Example of a module directory:

  • In the repository itself:

    plexos-quickstart
    ├── data
    │   └── RTS-GMLC-6.400.xml
    ├── env-6.4.2.sh
    ├── env-7.3.3.sh
    ├── env-7.4.2.sh
    ├── README.md  # Contains enough instruction to use these scripts. Links to the wiki for extra info.
    └── util
        └── get_week.py
  • Images and other reusable non-textual files go in assets/ in the root of the repository to be easily and mutually referred to throughout various pages. The image can then be linked to anywhere with markdown as ![alt text](/assets/name_of_image.png). If an image can replace lots of text, by all means, please include it. However, don't take terminal screenshots when inline code or a codeblock will suffice.

  • GitHub doesn't support embedded videos, so if you need that please just insert it as a regular hyperlink (or hyperlinked thumbnail image of the video).

Github Pages

Here is a brief overview of how files and directories should be organized. Explicitly named files or directories should remain fixed in location and name, and assumed to exist as such by other files:

HPC  # i.e. the root of this repo
├── docs
    ...
    └── Documentation      # This directory is where documentation contributions should go. 
        ...
        └── <...>      # Modules that exist or will exist
            ...
            ├─ index.md  # Optional overview page for the content section.
            ...
            └ ... ─ <...>  # Sub-modules that exist or will exist.
├── overrides  # This directory should contain images.
├── mkdocs.yml # This file contains configuration settings for the site.
├── README.md  # The homepage of the repository.
  • If your documentation fits into one of the categories currently in the pages, you may place it in the coresponding directory. Otherwise, make a new directory in Documentation.
  • Files must be listed in the mkdocs.yml nav section in order to be rendered. The nav section dictates the navigation bar structure on the site. Section headers must be included followed by an indented list of the paths to the files the section should contain.
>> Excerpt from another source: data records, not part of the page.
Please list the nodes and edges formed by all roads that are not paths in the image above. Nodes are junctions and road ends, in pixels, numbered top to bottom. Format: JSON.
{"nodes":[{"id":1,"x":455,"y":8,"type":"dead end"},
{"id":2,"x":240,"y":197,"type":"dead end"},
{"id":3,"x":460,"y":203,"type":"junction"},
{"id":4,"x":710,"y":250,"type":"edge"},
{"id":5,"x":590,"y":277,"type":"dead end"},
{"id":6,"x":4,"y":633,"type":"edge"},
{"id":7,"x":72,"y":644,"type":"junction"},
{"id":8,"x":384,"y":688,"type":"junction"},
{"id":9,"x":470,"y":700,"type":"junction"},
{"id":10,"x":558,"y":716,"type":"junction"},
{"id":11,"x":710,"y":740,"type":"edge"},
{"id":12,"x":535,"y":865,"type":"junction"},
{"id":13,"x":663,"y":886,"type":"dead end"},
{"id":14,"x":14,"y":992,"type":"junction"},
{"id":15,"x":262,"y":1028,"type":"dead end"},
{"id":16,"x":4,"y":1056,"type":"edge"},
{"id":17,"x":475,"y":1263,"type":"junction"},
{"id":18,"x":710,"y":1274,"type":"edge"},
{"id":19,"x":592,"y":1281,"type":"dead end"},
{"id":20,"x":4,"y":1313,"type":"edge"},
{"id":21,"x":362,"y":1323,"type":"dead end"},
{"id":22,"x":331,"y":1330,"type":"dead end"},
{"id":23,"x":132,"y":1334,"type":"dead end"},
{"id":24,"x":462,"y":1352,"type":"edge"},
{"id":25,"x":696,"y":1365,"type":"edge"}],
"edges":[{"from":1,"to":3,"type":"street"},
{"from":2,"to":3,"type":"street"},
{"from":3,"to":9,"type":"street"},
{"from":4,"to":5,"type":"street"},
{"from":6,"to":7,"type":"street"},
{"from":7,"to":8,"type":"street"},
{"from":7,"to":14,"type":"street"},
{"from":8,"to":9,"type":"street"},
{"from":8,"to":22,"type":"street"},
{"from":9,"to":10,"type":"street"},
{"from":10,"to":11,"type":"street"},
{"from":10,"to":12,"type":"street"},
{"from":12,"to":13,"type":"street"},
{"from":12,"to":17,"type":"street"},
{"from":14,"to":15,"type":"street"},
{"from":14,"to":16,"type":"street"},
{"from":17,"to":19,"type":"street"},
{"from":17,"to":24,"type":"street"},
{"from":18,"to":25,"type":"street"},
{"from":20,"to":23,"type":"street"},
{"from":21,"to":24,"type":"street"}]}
Please see example below.
 - Documentation:
      - Data and File Systems:
        - File Systems:
          - Documentation/Data-and-File-Systems/File-Systems/index.md
          - Lustre:
            - Documentation/Data-and-File-Systems/File-Systems/Lustre/lustrebestpractices.md
  • If you would like the section header in the navigation bar to be directly linked to documentation (e.g. an overview page), place this content in an index.md file in the respective folder, and add it to the beginning of its nav section in the mkdocs.yml file.

  • Images should be placed in the overrides directory and linked to with the relative path without the overrides directory included like ../../../assets/images/conda_logo.png not ../../../overrides/assets/images/conda_logo.png.

  • Any links to internal files must be the relative path to it from the referencing file, not the absolute path.

  • Code blocks will be automatically highlighted when rendered on the website, so please either use a code block or inline code whenever practical instead of a screenshot of a terminal.